In its more traditional format, field work involves the researcher’s immersion in a culture or group. Given the social nature of the individual, it stands to reason that qualitative researchers must submerge themselves in “field work” as a means of understanding people within their social settings. Field work, however, has proven to pose a major challenge in terms of contemporary research-ethics codes. In light of this challenge and despite their promise to gain a fuller grasp of the human condition, fewer and fewer studies bear the stamp of field work. This decline is especially tragic given the venerable and rich history of field research. Van den Hoonaard and Connolly (2006) provide a summary of field work (or ethnographic or field research) which is,

closely identified with anthropology for nearly 100 years. In its ideal form, it stands for complete immersion in a culture, learning enough about the culture to understand the native’s interpretations of behaviour....What distinguishes ethnographic research from other forms of research is the close interaction between researcher and research participant or informant (not “subject”), and the gradual emergence of issues and questions to be pursued as the research moves on. “Protocols” are quite unfamiliar to ethnographers as strategies and techniques of research only become obvious once one enters the field. Anthropologists were adept at “hanging out” as one of their chief means of gathering data. The usual requirements for consent forms or even for verbal consent are based on the medical model in which the subject learns exactly what is to be done, which does not fit the ethnographic model. (van den Hoonaard & Connolly, 2006: 62)

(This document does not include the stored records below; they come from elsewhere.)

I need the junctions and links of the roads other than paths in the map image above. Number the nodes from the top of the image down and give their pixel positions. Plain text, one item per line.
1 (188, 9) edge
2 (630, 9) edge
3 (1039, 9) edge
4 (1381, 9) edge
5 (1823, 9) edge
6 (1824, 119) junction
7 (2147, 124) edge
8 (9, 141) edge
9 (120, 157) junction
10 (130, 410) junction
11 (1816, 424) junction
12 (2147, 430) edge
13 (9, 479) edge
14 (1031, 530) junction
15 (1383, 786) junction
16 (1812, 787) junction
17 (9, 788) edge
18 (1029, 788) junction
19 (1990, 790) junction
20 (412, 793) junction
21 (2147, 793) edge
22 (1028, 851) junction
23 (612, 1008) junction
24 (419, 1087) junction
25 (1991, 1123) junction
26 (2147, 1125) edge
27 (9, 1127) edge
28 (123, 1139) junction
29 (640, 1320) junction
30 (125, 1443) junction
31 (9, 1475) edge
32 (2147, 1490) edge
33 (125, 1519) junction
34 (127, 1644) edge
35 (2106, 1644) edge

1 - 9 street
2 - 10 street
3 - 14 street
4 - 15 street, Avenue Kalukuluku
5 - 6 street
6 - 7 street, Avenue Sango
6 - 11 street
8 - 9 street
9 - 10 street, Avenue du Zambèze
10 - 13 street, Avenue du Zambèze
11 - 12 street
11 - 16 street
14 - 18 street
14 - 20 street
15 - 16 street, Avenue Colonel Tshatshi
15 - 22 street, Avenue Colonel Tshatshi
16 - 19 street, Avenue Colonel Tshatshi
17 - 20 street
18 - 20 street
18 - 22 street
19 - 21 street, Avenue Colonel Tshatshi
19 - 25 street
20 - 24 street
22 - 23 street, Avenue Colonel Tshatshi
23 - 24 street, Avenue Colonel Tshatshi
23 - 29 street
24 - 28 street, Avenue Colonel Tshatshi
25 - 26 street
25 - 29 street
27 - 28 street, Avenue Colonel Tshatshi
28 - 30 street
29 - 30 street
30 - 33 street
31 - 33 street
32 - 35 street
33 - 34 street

In Canada, field research has suffered a significant decline over the past 10 years. In sociology alone, the proportion of Master’s theses using research participants has dropped from 57% in 1995, in to close to 42% in 2004 (van den Hoonaard, 2006a).Footnote 1 Still more significant is the drop of field work in Master’s theses in sociology from an average of 21% per year for all theses before the introduction of national research-ethics codes, to an annual average of 5.5% after the adoption of the code in 2001. Indeed, as if to reinforce the finding that field-work-based theses are in the decline, a researcher from a large Ontario university (Presentor R16)Footnote 2 had noted there has been an immense decline at the Qualitative Analysis Conferences (which has a high attendance of graduate students) of subcultural research. This is partly due to ethics review and due to decline of participant observation research as a research tool (Notes on Presentations, 14 May 2004).Footnote 3

In anthropology, Anita Connolly and I (van den Hoonaard & Connolly, 2006) discovered that Canadian Master’s theses have increasingly come to rely on interviews as the sole data-gathering technique, namely 47.9% (in 2004 – the latest with available data), rather than field work. In conventional field work, interviews were not a main component of research, although conversations, chats, and the like were then more common than they are now. There are, of course, many advantages to relying on interviews, but the problem is compounded when no advanced analysis is performed on the interview data, i.e., without bothering with concepts or generic social processes, or when the data are still analytically attached to each individual, on an individual-by-individual basis.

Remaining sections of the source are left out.